**WHAT YOU HAVE TO DO**
Identify each line below that contains the word "italic", and copy it out.

═════ RECORD EXTRACTS ═════

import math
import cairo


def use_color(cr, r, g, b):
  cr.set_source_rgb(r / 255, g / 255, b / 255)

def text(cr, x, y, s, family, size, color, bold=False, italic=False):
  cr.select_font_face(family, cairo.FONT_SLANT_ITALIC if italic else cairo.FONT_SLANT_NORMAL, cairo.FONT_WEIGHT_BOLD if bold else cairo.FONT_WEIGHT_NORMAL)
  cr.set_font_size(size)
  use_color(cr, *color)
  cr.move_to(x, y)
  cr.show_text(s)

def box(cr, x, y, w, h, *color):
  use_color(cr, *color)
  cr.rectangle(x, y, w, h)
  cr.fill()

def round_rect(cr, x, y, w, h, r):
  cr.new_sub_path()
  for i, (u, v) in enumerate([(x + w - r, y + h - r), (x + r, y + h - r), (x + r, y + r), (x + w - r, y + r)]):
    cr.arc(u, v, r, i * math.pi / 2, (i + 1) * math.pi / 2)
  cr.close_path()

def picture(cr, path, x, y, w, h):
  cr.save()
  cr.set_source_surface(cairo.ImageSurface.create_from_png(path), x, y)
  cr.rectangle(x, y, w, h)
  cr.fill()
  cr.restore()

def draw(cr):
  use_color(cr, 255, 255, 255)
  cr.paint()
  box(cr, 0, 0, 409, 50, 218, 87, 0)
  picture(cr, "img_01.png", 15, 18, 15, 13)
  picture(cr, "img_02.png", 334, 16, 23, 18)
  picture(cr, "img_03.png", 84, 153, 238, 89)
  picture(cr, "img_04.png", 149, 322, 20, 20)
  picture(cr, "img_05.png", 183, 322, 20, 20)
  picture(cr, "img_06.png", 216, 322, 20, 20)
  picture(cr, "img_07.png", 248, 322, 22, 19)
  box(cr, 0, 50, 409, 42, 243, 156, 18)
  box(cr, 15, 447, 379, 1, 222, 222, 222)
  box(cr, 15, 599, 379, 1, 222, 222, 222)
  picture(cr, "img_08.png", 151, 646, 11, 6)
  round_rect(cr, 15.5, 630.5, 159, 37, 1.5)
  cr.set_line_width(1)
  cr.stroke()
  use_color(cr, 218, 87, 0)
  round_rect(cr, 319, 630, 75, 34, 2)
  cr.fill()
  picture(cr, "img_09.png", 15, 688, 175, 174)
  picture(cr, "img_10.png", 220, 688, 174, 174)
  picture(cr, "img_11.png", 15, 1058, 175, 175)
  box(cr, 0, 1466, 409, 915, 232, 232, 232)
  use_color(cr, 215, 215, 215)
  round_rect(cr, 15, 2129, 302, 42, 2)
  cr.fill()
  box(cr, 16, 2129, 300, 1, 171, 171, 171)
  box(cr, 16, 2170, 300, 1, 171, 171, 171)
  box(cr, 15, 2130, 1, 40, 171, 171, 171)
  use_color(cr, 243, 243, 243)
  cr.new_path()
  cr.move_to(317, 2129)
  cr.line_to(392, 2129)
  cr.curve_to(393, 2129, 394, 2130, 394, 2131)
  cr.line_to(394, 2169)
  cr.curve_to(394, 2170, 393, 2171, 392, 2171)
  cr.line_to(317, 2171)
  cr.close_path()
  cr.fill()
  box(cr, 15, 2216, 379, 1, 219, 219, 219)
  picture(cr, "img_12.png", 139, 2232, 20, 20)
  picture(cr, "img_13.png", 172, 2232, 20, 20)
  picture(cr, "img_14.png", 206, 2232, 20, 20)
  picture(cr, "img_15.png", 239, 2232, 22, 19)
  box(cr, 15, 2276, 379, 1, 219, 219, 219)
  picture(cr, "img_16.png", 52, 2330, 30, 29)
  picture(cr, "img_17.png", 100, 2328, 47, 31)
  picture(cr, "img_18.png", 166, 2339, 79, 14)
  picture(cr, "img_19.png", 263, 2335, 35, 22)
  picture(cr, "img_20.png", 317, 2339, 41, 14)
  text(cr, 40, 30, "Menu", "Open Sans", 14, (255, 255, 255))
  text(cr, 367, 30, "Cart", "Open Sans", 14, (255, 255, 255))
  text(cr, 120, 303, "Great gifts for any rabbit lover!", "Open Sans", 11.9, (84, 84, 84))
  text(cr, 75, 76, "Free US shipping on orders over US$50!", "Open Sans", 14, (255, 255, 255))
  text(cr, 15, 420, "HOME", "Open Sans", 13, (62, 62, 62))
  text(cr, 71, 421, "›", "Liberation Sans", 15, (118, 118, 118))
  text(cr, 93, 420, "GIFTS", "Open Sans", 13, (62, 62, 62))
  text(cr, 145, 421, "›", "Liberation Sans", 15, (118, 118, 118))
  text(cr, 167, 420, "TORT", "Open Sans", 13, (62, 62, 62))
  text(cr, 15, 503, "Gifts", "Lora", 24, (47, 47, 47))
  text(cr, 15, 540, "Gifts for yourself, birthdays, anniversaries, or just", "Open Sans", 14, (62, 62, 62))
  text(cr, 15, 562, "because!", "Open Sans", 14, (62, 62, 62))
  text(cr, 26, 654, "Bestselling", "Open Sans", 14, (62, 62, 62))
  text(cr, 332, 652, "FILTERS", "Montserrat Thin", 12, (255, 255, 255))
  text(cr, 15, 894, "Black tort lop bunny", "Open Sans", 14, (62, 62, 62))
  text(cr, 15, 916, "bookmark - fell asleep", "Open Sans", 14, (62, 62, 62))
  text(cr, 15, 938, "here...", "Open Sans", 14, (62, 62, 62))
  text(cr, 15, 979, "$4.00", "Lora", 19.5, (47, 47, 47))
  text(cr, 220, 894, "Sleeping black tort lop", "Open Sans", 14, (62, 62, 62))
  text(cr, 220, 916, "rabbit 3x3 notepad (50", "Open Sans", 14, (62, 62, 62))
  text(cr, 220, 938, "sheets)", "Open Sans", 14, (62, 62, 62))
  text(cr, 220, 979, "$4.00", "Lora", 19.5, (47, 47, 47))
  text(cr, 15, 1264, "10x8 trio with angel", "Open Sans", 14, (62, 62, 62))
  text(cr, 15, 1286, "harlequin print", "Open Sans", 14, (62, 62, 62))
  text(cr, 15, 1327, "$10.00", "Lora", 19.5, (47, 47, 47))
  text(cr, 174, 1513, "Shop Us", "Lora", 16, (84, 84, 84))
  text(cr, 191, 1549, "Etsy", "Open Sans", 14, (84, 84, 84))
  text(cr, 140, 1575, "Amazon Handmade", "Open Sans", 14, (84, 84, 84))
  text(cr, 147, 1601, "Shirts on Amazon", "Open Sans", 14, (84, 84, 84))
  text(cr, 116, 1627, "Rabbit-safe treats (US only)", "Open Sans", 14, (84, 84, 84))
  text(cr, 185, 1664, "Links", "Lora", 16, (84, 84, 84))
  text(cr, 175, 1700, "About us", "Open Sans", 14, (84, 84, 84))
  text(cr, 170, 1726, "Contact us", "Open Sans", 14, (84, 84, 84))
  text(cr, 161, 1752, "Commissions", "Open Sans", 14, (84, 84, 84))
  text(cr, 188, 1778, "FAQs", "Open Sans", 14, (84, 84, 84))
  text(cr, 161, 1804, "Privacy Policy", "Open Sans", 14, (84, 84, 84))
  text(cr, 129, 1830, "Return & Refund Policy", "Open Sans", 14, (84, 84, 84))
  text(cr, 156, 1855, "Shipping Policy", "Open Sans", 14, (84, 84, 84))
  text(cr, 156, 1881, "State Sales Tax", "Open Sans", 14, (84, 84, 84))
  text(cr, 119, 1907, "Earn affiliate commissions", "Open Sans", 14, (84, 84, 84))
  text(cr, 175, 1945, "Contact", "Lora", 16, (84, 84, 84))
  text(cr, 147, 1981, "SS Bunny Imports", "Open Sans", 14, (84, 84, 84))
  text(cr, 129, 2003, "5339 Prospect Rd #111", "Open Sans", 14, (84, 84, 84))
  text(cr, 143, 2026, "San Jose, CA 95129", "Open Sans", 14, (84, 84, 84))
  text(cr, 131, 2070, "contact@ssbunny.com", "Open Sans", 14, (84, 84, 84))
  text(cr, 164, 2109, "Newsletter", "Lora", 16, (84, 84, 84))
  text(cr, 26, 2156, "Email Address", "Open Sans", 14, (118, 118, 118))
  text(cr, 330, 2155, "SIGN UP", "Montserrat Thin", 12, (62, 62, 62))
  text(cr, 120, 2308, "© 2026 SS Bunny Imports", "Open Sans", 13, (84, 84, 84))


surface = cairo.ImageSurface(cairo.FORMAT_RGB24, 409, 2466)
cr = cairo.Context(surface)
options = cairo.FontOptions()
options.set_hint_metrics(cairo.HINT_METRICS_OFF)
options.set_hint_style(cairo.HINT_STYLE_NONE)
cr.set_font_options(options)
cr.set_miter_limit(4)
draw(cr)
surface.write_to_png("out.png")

═════

**RESULT OF THIS TASK**
def text(cr, x, y, s, family, size, color, bold=False, italic=False):
  cr.select_font_face(family, cairo.FONT_SLANT_ITALIC if italic else cairo.FONT_SLANT_NORMAL, cairo.FONT_WEIGHT_BOLD if bold else cairo.FONT_WEIGHT_NORMAL)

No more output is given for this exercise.